Among the entries below, find every line that contains the string "nodes", then copy it.

[Opening Exercise inputs section]

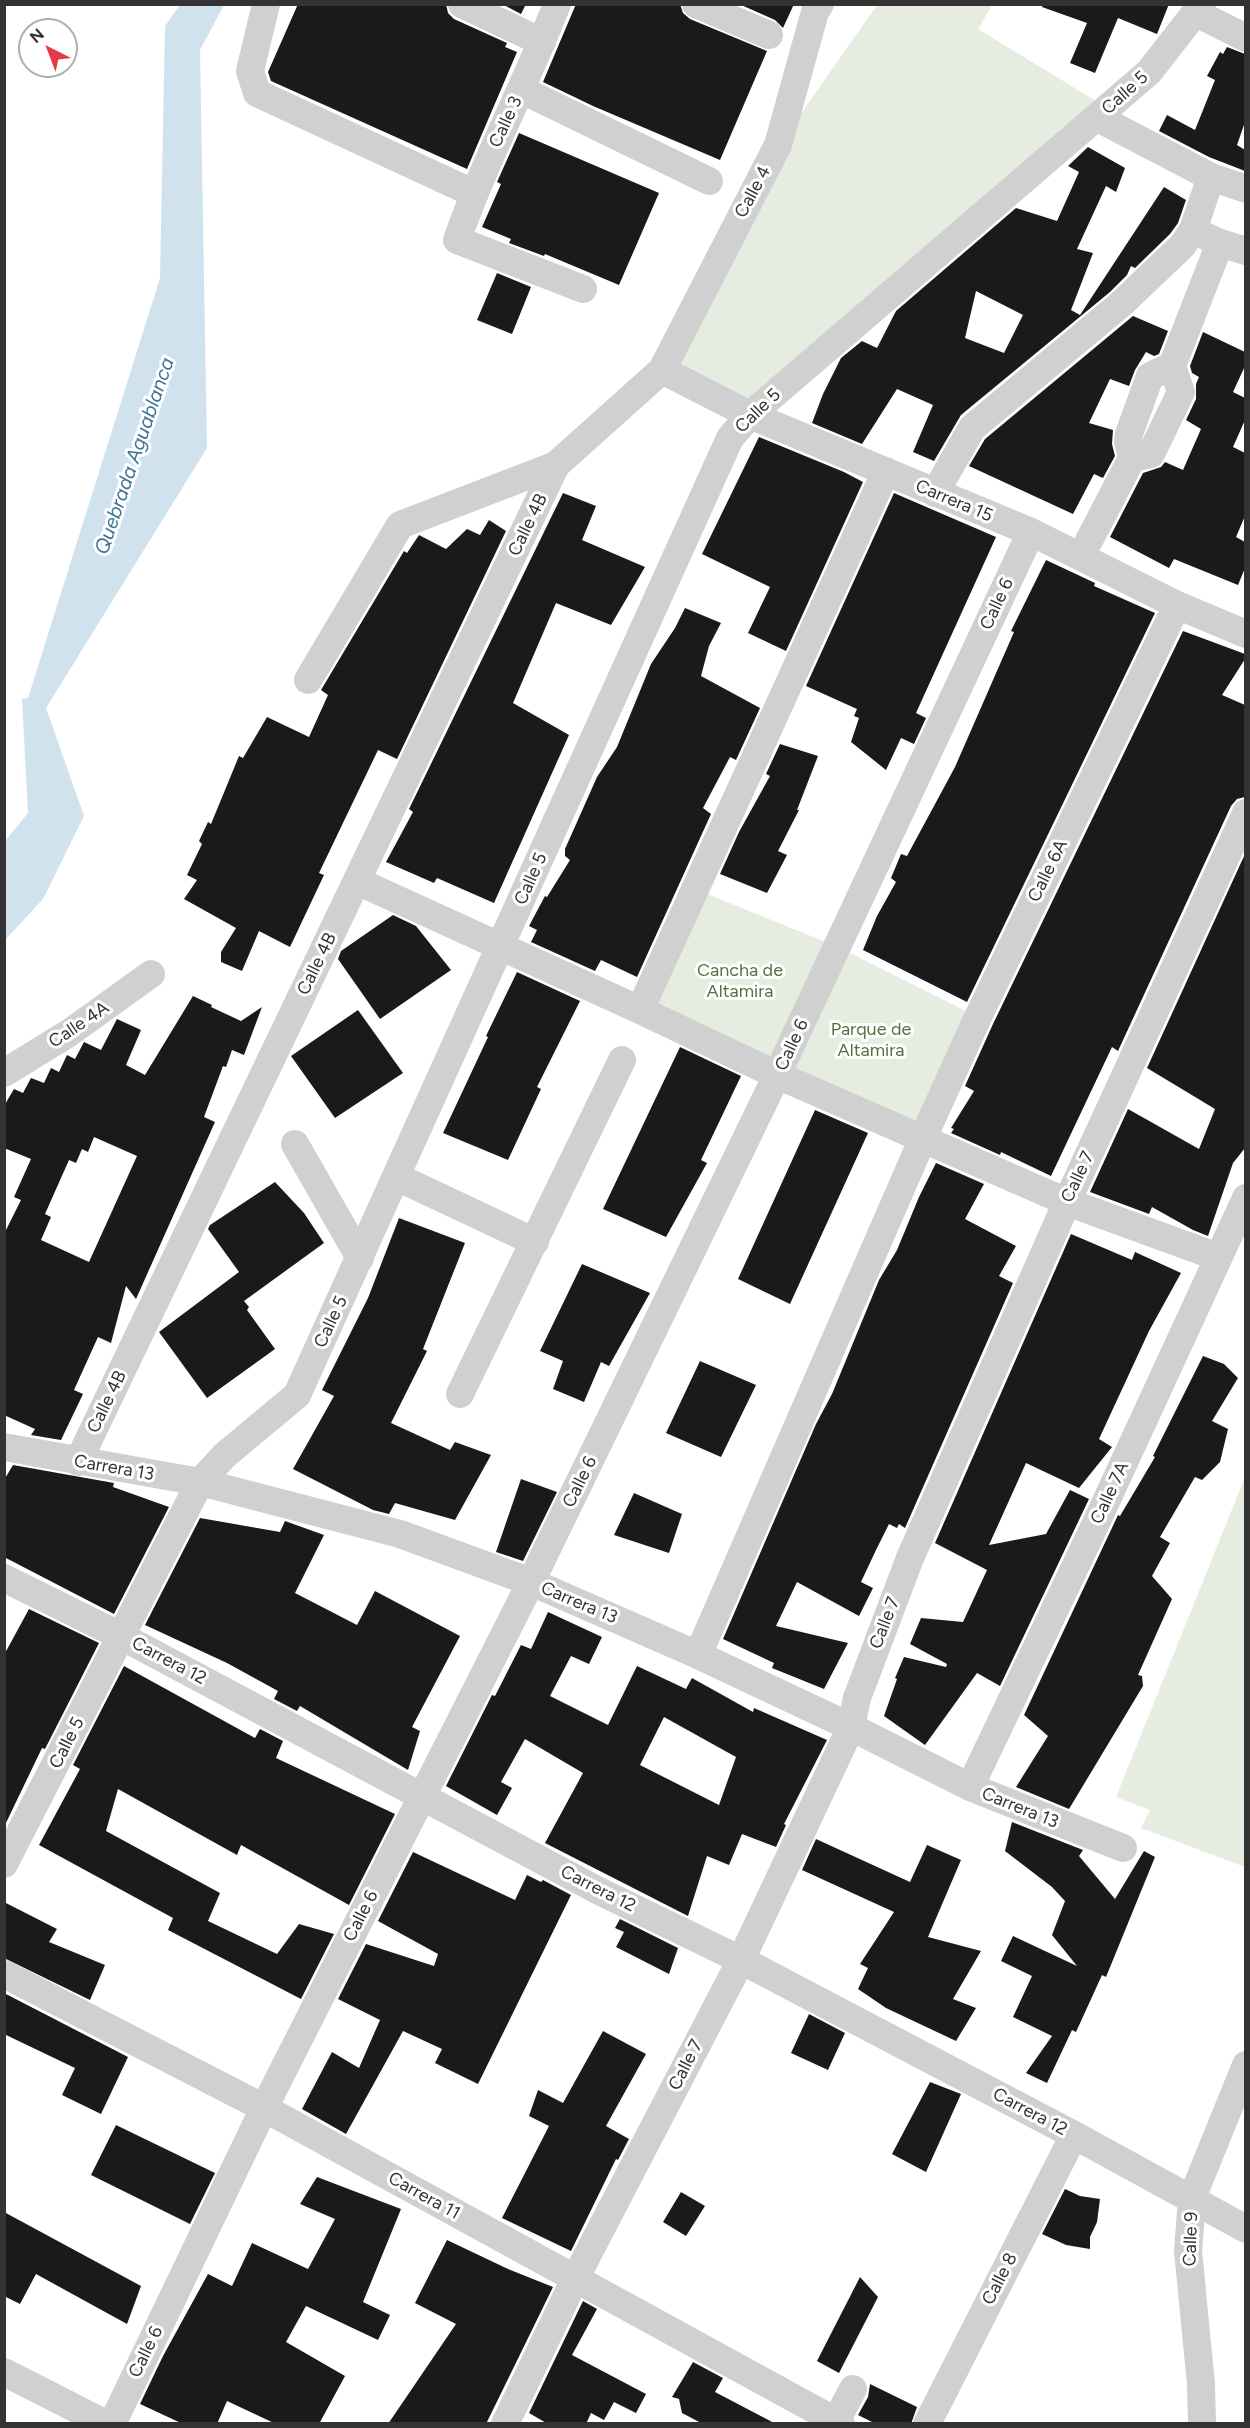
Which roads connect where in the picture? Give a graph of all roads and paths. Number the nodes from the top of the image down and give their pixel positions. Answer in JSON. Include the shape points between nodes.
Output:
{"nodes":[{"id":1,"x":266,"y":4,"type":"edge"},
{"id":2,"x":462,"y":4,"type":"edge"},
{"id":3,"x":557,"y":4,"type":"edge"},
{"id":4,"x":696,"y":4,"type":"edge"},
{"id":5,"x":820,"y":4,"type":"edge"},
{"id":6,"x":1199,"y":9,"type":"edge"},
{"id":7,"x":769,"y":36,"type":"dead end"},
{"id":8,"x":1245,"y":38,"type":"edge"},
{"id":9,"x":542,"y":42,"type":"junction"},
{"id":10,"x":522,"y":90,"type":"junction"},
{"id":11,"x":1098,"y":118,"type":"junction"},
{"id":12,"x":1210,"y":177,"type":"junction"},
{"id":13,"x":709,"y":181,"type":"dead end"},
{"id":14,"x":1245,"y":189,"type":"edge"},
{"id":15,"x":473,"y":193,"type":"junction"},
{"id":16,"x":1193,"y":230,"type":"junction"},
{"id":17,"x":1233,"y":247,"type":"edge"},
{"id":18,"x":583,"y":289,"type":"dead end"},
{"id":19,"x":662,"y":370,"type":"junction"},
{"id":20,"x":750,"y":415,"type":"junction"},
{"id":21,"x":556,"y":465,"type":"junction"},
{"id":22,"x":886,"y":471,"type":"junction"},
{"id":23,"x":935,"y":493,"type":"junction"},
{"id":24,"x":1031,"y":532,"type":"junction"},
{"id":25,"x":1081,"y":556,"type":"junction"},
{"id":26,"x":1177,"y":605,"type":"junction"},
{"id":27,"x":1242,"y":623,"type":"edge"},
{"id":28,"x":308,"y":680,"type":"dead end"},
{"id":29,"x":1245,"y":813,"type":"edge"},
{"id":30,"x":357,"y":881,"type":"junction"},
{"id":31,"x":501,"y":946,"type":"junction"},
{"id":32,"x":152,"y":974,"type":"dead end"},
{"id":33,"x":640,"y":1010,"type":"junction"},
{"id":34,"x":622,"y":1060,"type":"dead end"},
{"id":35,"x":4,"y":1073,"type":"edge"},
{"id":36,"x":777,"y":1076,"type":"junction"},
{"id":37,"x":923,"y":1138,"type":"junction"},
{"id":38,"x":295,"y":1144,"type":"dead end"},
{"id":39,"x":397,"y":1177,"type":"junction"},
{"id":40,"x":1245,"y":1198,"type":"edge"},
{"id":41,"x":1067,"y":1202,"type":"junction"},
{"id":42,"x":535,"y":1242,"type":"junction"},
{"id":43,"x":1218,"y":1257,"type":"junction"},
{"id":44,"x":360,"y":1258,"type":"junction"},
{"id":45,"x":460,"y":1394,"type":"dead end"},
{"id":46,"x":4,"y":1447,"type":"edge"},
{"id":47,"x":78,"y":1462,"type":"junction"},
{"id":48,"x":200,"y":1482,"type":"junction"},
{"id":49,"x":4,"y":1578,"type":"edge"},
{"id":50,"x":531,"y":1582,"type":"junction"},
{"id":51,"x":121,"y":1636,"type":"junction"},
{"id":52,"x":698,"y":1655,"type":"junction"},
{"id":53,"x":851,"y":1726,"type":"junction"},
{"id":54,"x":970,"y":1787,"type":"junction"},
{"id":55,"x":421,"y":1796,"type":"junction"},
{"id":56,"x":1123,"y":1848,"type":"dead end"},
{"id":57,"x":4,"y":1864,"type":"edge"},
{"id":58,"x":741,"y":1960,"type":"junction"},
{"id":59,"x":4,"y":1974,"type":"edge"},
{"id":60,"x":1245,"y":2065,"type":"edge"},
{"id":61,"x":264,"y":2108,"type":"junction"},
{"id":62,"x":1074,"y":2135,"type":"junction"},
{"id":63,"x":1192,"y":2198,"type":"junction"},
{"id":64,"x":1245,"y":2229,"type":"edge"},
{"id":65,"x":575,"y":2279,"type":"junction"},
{"id":66,"x":4,"y":2372,"type":"edge"},
{"id":67,"x":852,"y":2389,"type":"dead end"},
{"id":68,"x":839,"y":2422,"type":"edge"},
{"id":69,"x":106,"y":2424,"type":"edge"},
{"id":70,"x":112,"y":2424,"type":"edge"},
{"id":71,"x":505,"y":2424,"type":"edge"},
{"id":72,"x":927,"y":2424,"type":"edge"},
{"id":73,"x":1202,"y":2424,"type":"edge"}],
"edges":[{"from":1,"to":15,"type":"street","via":[[250,72],[257,93]]},
{"from":2,"to":9,"type":"street"},
{"from":3,"to":9,"type":"street","name":"Calle 3"},
{"from":4,"to":7,"type":"street"},
{"from":5,"to":19,"type":"street","name":"Calle 4","via":[[778,145]]},
{"from":6,"to":8,"type":"street"},
{"from":6,"to":11,"type":"street","name":"Calle 5","via":[[1149,72]]},
{"from":9,"to":10,"type":"street","name":"Calle 3"},
{"from":10,"to":13,"type":"street"},
{"from":10,"to":15,"type":"street","name":"Calle 3"},
{"from":11,"to":12,"type":"street"},
{"from":11,"to":20,"type":"street","name":"Calle 5"},
{"from":12,"to":14,"type":"street"},
{"from":12,"to":16,"type":"street"},
{"from":15,"to":18,"type":"street","name":"Calle 3","via":[[457,240]]},
{"from":16,"to":17,"type":"street"},
{"from":16,"to":23,"type":"street","via":[[1121,304],[972,428]]},
{"from":17,"to":25,"type":"street","via":[[1172,366],[1150,376],[1129,434],[1132,458]]},
{"from":19,"to":20,"type":"street","name":"Carrera 15"},
{"from":19,"to":21,"type":"street"},
{"from":20,"to":22,"type":"street","name":"Carrera 15"},
{"from":20,"to":31,"type":"street","name":"Calle 5","via":[[730,438]]},
{"from":21,"to":28,"type":"street","via":[[400,525]]},
{"from":21,"to":30,"type":"street","name":"Calle 4B"},
{"from":22,"to":23,"type":"street","name":"Carrera 15"},
{"from":22,"to":33,"type":"street"},
{"from":23,"to":24,"type":"street","name":"Carrera 15"},
{"from":24,"to":25,"type":"street","name":"Carrera 15"},
{"from":24,"to":36,"type":"street","name":"Calle 6"},
{"from":25,"to":26,"type":"street","name":"Carrera 15"},
{"from":26,"to":27,"type":"street","name":"Carrera 15"},
{"from":26,"to":37,"type":"street","name":"Calle 6A"},
{"from":29,"to":41,"type":"street","name":"Calle 7"},
{"from":30,"to":31,"type":"street"},
{"from":30,"to":47,"type":"street","name":"Calle 4B"},
{"from":31,"to":33,"type":"street"},
{"from":31,"to":39,"type":"street","name":"Calle 5"},
{"from":32,"to":35,"type":"street","name":"Calle 4A"},
{"from":33,"to":36,"type":"street"},
{"from":34,"to":42,"type":"street"},
{"from":36,"to":37,"type":"street"},
{"from":36,"to":50,"type":"street","name":"Calle 6"},
{"from":37,"to":41,"type":"street"},
{"from":37,"to":52,"type":"street"},
{"from":38,"to":44,"type":"street"},
{"from":39,"to":42,"type":"street"},
{"from":39,"to":44,"type":"street","name":"Calle 5"},
{"from":40,"to":43,"type":"street","name":"Calle 7A"},
{"from":41,"to":43,"type":"street"},
{"from":41,"to":53,"type":"street","name":"Calle 7","via":[[910,1558],[857,1698]]},
{"from":42,"to":45,"type":"street"},
{"from":43,"to":54,"type":"street","name":"Calle 7A"},
{"from":44,"to":48,"type":"street","name":"Calle 5","via":[[297,1395],[225,1455]]},
{"from":46,"to":47,"type":"street","name":"Carrera 13"},
{"from":47,"to":48,"type":"street","name":"Carrera 13"},
{"from":48,"to":50,"type":"street","name":"Carrera 13","via":[[400,1534]]},
{"from":48,"to":51,"type":"street","name":"Calle 5"},
{"from":49,"to":51,"type":"street","name":"Carrera 12"},
{"from":50,"to":52,"type":"street","name":"Carrera 13"},
{"from":50,"to":55,"type":"street","name":"Calle 6"},
{"from":51,"to":55,"type":"street","name":"Carrera 12"},
{"from":51,"to":57,"type":"street","name":"Calle 5"},
{"from":52,"to":53,"type":"street","name":"Carrera 13"},
{"from":53,"to":54,"type":"street","name":"Carrera 13"},
{"from":53,"to":58,"type":"street","name":"Calle 7"},
{"from":54,"to":56,"type":"street","name":"Carrera 13"},
{"from":55,"to":58,"type":"street","name":"Carrera 12","via":[[599,1891]]},
{"from":55,"to":61,"type":"street","name":"Calle 6"},
{"from":58,"to":62,"type":"street","name":"Carrera 12"},
{"from":58,"to":65,"type":"street","name":"Calle 7"},
{"from":59,"to":61,"type":"street","name":"Carrera 11"},
{"from":60,"to":63,"type":"street","name":"Calle 9"},
{"from":61,"to":65,"type":"street","name":"Carrera 11"},
{"from":61,"to":70,"type":"street","name":"Calle 6"},
{"from":62,"to":63,"type":"street","name":"Carrera 12"},
{"from":62,"to":72,"type":"street","name":"Calle 8"},
{"from":63,"to":64,"type":"street","name":"Carrera 12"},
{"from":63,"to":73,"type":"street","name":"Calle 9","via":[[1188,2251]]},
{"from":65,"to":68,"type":"street","name":"Carrera 11"},
{"from":65,"to":71,"type":"street","name":"Calle 7"},
{"from":66,"to":69,"type":"street"},
{"from":67,"to":68,"type":"street"}]}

[Closing Exercise inputs section]

» **Your solution**
Which roads connect where in the picture? Give a graph of all roads and paths. Number the nodes from the top of the image down and give their pixel positions. Answer in JSON. Include the shape points between nodes.
{"nodes":[{"id":1,"x":266,"y":4,"type":"edge"},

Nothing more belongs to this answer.